**ABOUT THIS TASK:** Restate the listing that follows word for word, without its pictures.

SUPPLIED INFORMATION: Begin

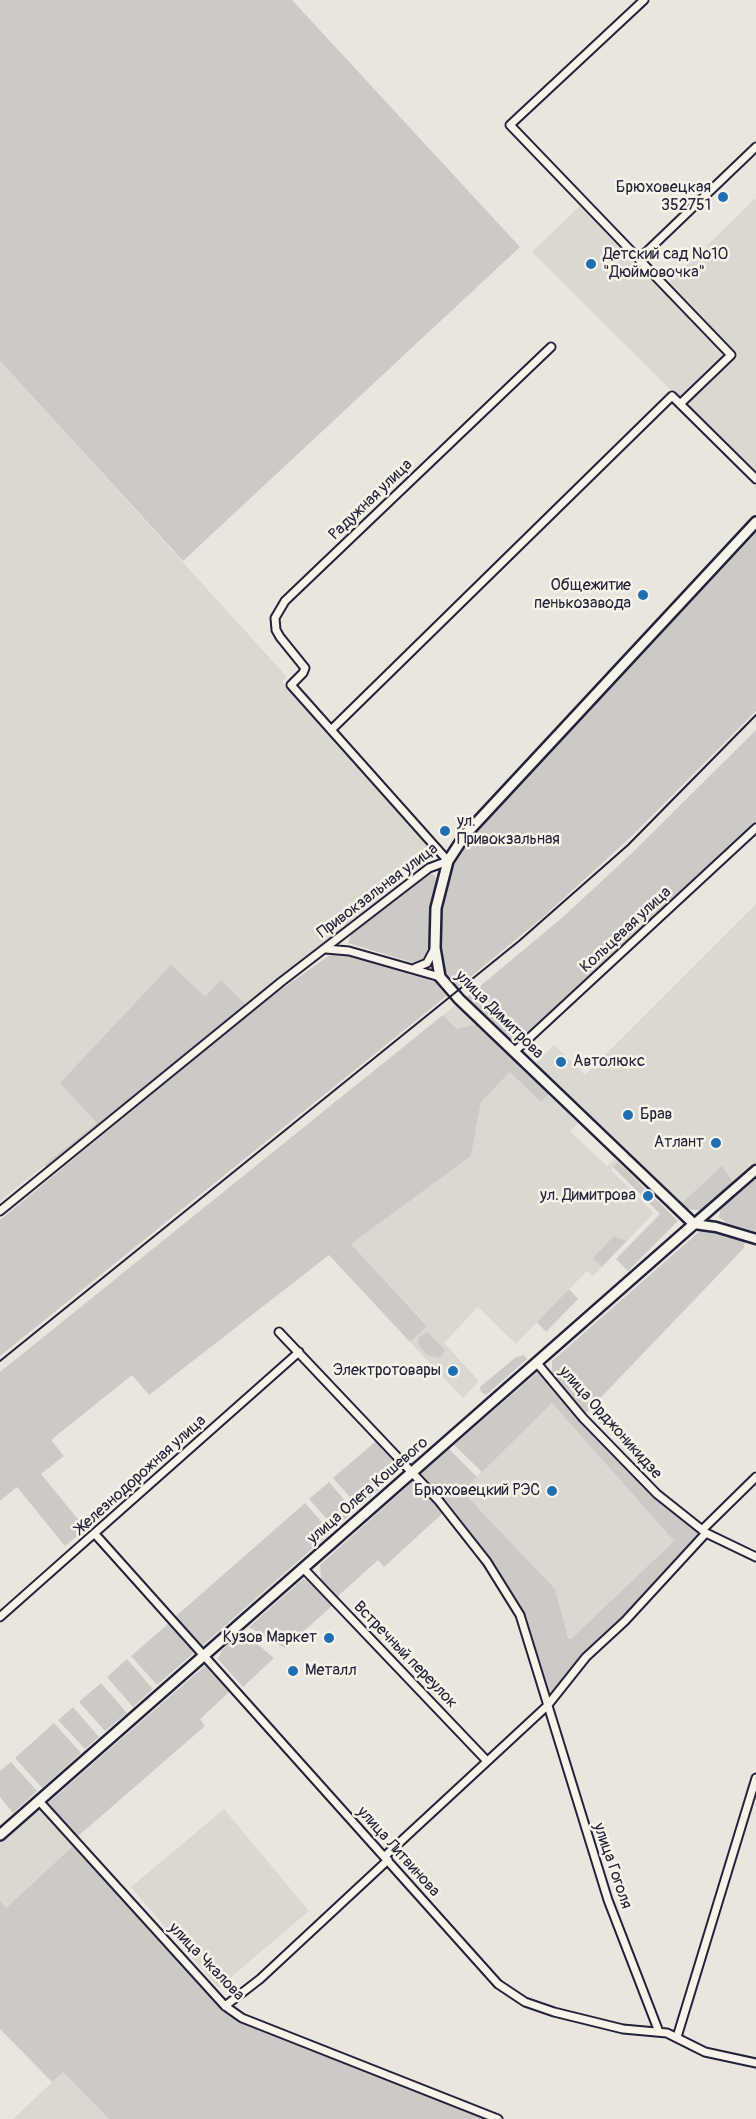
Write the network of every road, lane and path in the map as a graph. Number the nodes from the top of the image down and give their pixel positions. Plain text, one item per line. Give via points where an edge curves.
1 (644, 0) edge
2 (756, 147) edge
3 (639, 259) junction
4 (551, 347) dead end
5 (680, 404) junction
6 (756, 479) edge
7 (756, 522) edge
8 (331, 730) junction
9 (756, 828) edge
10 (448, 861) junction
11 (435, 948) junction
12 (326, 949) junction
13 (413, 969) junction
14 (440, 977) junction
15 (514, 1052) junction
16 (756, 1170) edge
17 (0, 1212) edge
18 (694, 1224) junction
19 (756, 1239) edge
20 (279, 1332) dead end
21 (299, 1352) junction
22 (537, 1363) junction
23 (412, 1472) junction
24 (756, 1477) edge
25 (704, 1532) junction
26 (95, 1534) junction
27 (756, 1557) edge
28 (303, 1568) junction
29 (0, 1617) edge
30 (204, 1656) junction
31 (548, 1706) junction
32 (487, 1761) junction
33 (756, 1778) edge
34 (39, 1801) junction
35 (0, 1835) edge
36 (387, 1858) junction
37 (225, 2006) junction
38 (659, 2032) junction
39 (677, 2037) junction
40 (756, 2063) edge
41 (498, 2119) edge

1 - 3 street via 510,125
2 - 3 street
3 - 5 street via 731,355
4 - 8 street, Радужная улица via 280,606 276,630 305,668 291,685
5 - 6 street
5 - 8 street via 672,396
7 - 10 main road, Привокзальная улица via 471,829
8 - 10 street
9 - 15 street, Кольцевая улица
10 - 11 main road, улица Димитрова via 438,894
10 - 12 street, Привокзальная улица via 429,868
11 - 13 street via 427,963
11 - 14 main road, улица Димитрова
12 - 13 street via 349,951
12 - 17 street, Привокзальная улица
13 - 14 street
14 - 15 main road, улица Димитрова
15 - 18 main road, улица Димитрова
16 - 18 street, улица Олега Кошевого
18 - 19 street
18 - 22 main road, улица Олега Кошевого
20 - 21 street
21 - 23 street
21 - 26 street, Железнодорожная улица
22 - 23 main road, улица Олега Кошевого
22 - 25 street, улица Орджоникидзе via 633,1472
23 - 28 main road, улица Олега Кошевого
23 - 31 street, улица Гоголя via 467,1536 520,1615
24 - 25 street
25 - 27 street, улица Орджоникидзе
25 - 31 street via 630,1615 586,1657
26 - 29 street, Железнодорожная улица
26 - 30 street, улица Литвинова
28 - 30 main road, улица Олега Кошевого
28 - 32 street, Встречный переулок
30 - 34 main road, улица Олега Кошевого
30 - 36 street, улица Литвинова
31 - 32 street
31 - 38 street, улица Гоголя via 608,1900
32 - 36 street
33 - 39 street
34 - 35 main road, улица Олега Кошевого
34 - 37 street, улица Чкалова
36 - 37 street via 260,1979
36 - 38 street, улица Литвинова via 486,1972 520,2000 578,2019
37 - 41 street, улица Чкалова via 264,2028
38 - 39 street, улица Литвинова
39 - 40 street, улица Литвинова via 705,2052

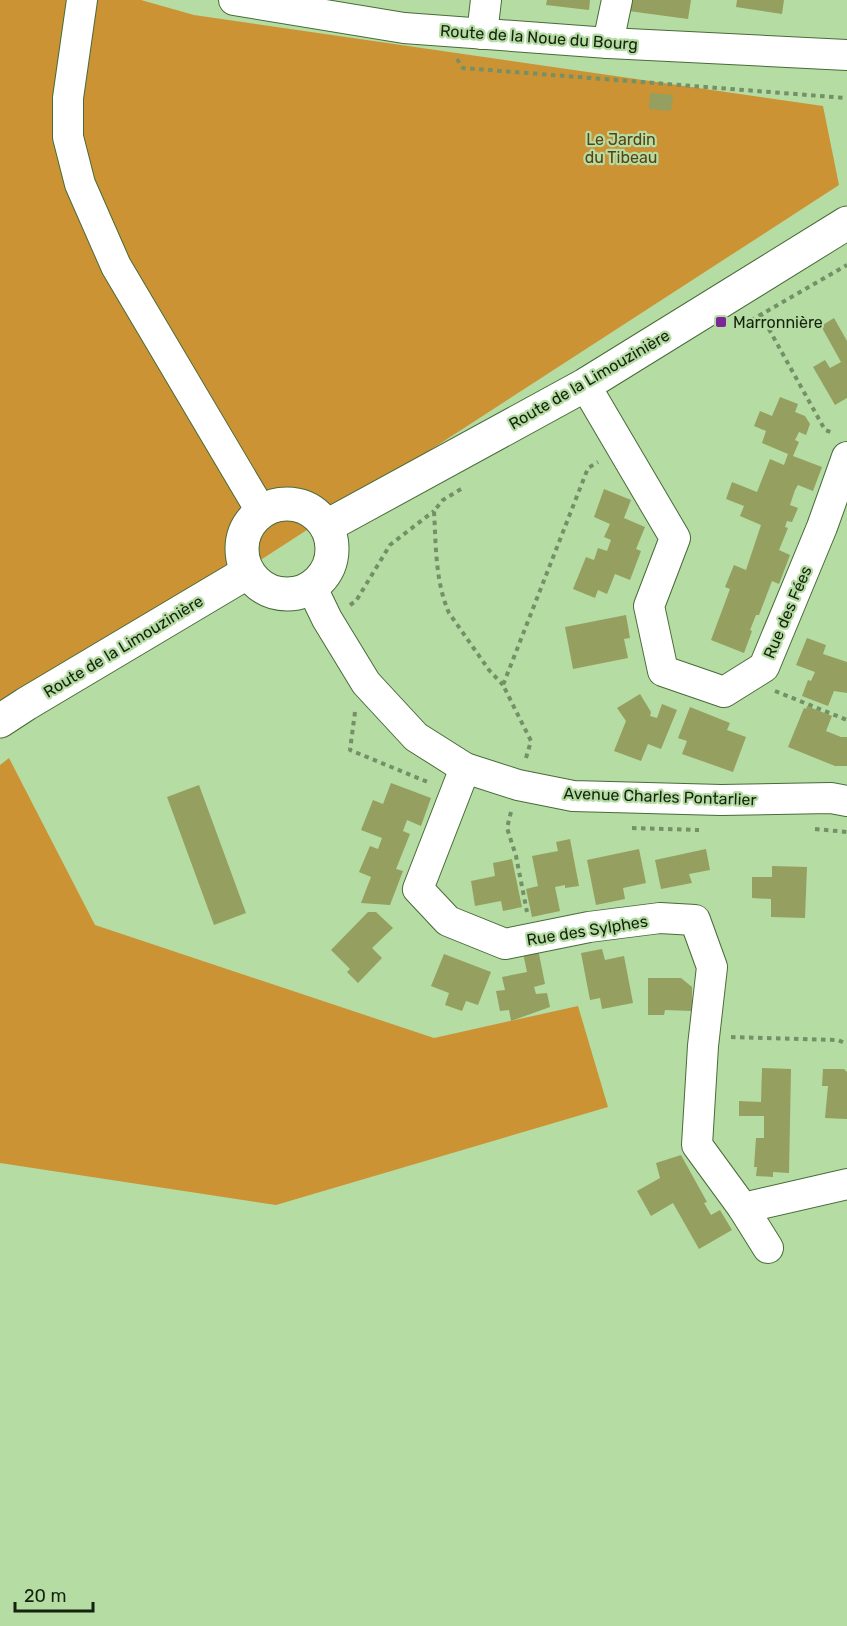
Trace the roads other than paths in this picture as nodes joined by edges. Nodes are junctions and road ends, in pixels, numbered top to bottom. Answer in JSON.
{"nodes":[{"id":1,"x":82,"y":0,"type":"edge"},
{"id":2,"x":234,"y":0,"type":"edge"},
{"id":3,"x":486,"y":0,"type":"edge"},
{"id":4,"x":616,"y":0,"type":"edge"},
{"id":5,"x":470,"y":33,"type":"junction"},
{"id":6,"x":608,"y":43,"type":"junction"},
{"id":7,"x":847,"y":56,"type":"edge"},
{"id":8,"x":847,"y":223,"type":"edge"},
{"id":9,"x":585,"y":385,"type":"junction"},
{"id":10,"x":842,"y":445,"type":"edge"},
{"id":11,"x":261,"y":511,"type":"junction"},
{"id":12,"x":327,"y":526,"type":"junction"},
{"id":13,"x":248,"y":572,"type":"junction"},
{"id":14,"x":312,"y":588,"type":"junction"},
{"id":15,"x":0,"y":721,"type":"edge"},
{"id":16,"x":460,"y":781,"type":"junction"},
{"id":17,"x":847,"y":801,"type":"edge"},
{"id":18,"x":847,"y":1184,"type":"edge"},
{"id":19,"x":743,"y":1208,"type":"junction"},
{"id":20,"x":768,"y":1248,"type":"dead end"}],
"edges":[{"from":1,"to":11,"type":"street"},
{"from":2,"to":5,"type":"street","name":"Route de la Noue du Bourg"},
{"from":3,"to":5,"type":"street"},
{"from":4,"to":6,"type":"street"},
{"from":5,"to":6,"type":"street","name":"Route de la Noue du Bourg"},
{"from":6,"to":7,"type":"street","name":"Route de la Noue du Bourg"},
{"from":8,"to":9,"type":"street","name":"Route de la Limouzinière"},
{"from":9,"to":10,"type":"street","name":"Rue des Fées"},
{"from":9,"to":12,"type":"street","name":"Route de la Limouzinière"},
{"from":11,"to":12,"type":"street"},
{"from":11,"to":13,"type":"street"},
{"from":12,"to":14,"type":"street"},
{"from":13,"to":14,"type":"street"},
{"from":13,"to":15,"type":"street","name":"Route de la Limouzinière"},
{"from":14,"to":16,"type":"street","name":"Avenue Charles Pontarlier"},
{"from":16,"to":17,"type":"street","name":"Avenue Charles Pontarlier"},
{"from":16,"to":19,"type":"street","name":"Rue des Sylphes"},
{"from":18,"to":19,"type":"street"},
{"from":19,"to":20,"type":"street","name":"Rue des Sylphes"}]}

SUPPLIED INFORMATION: End

**RESULT FOR THIS TASK:**
Write the network of every road, lane and path in the map as a graph. Number the nodes from the top of the image down and give their pixel positions. Plain text, one item per line. Give via points where an edge curves.
1 (644, 0) edge
2 (756, 147) edge
3 (639, 259) junction
4 (551, 347) dead end
5 (680, 404) junction
6 (756, 479) edge
7 (756, 522) edge
8 (331, 730) junction
9 (756, 828) edge
10 (448, 861) junction
11 (435, 948) junction
12 (326, 949) junction
13 (413, 969) junction
14 (440, 977) junction
15 (514, 1052) junction
16 (756, 1170) edge
17 (0, 1212) edge
18 (694, 1224) junction
19 (756, 1239) edge
20 (279, 1332) dead end
21 (299, 1352) junction
22 (537, 1363) junction
23 (412, 1472) junction
24 (756, 1477) edge
25 (704, 1532) junction
26 (95, 1534) junction
27 (756, 1557) edge
28 (303, 1568) junction
29 (0, 1617) edge
30 (204, 1656) junction
31 (548, 1706) junction
32 (487, 1761) junction
33 (756, 1778) edge
34 (39, 1801) junction
35 (0, 1835) edge
36 (387, 1858) junction
37 (225, 2006) junction
38 (659, 2032) junction
39 (677, 2037) junction
40 (756, 2063) edge
41 (498, 2119) edge

1 - 3 street via 510,125
2 - 3 street
3 - 5 street via 731,355
4 - 8 street, Радужная улица via 280,606 276,630 305,668 291,685
5 - 6 street
5 - 8 street via 672,396
7 - 10 main road, Привокзальная улица via 471,829
8 - 10 street
9 - 15 street, Кольцевая улица
10 - 11 main road, улица Димитрова via 438,894
10 - 12 street, Привокзальная улица via 429,868
11 - 13 street via 427,963
11 - 14 main road, улица Димитрова
12 - 13 street via 349,951
12 - 17 street, Привокзальная улица
13 - 14 street
14 - 15 main road, улица Димитрова
15 - 18 main road, улица Димитрова
16 - 18 street, улица Олега Кошевого
18 - 19 street
18 - 22 main road, улица Олега Кошевого
20 - 21 street
21 - 23 street
21 - 26 street, Железнодорожная улица
22 - 23 main road, улица Олега Кошевого
22 - 25 street, улица Орджоникидзе via 633,1472
23 - 28 main road, улица Олега Кошевого
23 - 31 street, улица Гоголя via 467,1536 520,1615
24 - 25 street
25 - 27 street, улица Орджоникидзе
25 - 31 street via 630,1615 586,1657
26 - 29 street, Железнодорожная улица
26 - 30 street, улица Литвинова
28 - 30 main road, улица Олега Кошевого
28 - 32 street, Встречный переулок
30 - 34 main road, улица Олега Кошевого
30 - 36 street, улица Литвинова
31 - 32 street
31 - 38 street, улица Гоголя via 608,1900
32 - 36 street
33 - 39 street
34 - 35 main road, улица Олега Кошевого
34 - 37 street, улица Чкалова
36 - 37 street via 260,1979
36 - 38 street, улица Литвинова via 486,1972 520,2000 578,2019
37 - 41 street, улица Чкалова via 264,2028
38 - 39 street, улица Литвинова
39 - 40 street, улица Литвинова via 705,2052

Trace the roads other than paths in this picture as nodes joined by edges. Nodes are junctions and road ends, in pixels, numbered top to bottom. Answer in JSON.
{"nodes":[{"id":1,"x":82,"y":0,"type":"edge"},
{"id":2,"x":234,"y":0,"type":"edge"},
{"id":3,"x":486,"y":0,"type":"edge"},
{"id":4,"x":616,"y":0,"type":"edge"},
{"id":5,"x":470,"y":33,"type":"junction"},
{"id":6,"x":608,"y":43,"type":"junction"},
{"id":7,"x":847,"y":56,"type":"edge"},
{"id":8,"x":847,"y":223,"type":"edge"},
{"id":9,"x":585,"y":385,"type":"junction"},
{"id":10,"x":842,"y":445,"type":"edge"},
{"id":11,"x":261,"y":511,"type":"junction"},
{"id":12,"x":327,"y":526,"type":"junction"},
{"id":13,"x":248,"y":572,"type":"junction"},
{"id":14,"x":312,"y":588,"type":"junction"},
{"id":15,"x":0,"y":721,"type":"edge"},
{"id":16,"x":460,"y":781,"type":"junction"},
{"id":17,"x":847,"y":801,"type":"edge"},
{"id":18,"x":847,"y":1184,"type":"edge"},
{"id":19,"x":743,"y":1208,"type":"junction"},
{"id":20,"x":768,"y":1248,"type":"dead end"}],
"edges":[{"from":1,"to":11,"type":"street"},
{"from":2,"to":5,"type":"street","name":"Route de la Noue du Bourg"},
{"from":3,"to":5,"type":"street"},
{"from":4,"to":6,"type":"street"},
{"from":5,"to":6,"type":"street","name":"Route de la Noue du Bourg"},
{"from":6,"to":7,"type":"street","name":"Route de la Noue du Bourg"},
{"from":8,"to":9,"type":"street","name":"Route de la Limouzinière"},
{"from":9,"to":10,"type":"street","name":"Rue des Fées"},
{"from":9,"to":12,"type":"street","name":"Route de la Limouzinière"},
{"from":11,"to":12,"type":"street"},
{"from":11,"to":13,"type":"street"},
{"from":12,"to":14,"type":"street"},
{"from":13,"to":14,"type":"street"},
{"from":13,"to":15,"type":"street","name":"Route de la Limouzinière"},
{"from":14,"to":16,"type":"street","name":"Avenue Charles Pontarlier"},
{"from":16,"to":17,"type":"street","name":"Avenue Charles Pontarlier"},
{"from":16,"to":19,"type":"street","name":"Rue des Sylphes"},
{"from":18,"to":19,"type":"street"},
{"from":19,"to":20,"type":"street","name":"Rue des Sylphes"}]}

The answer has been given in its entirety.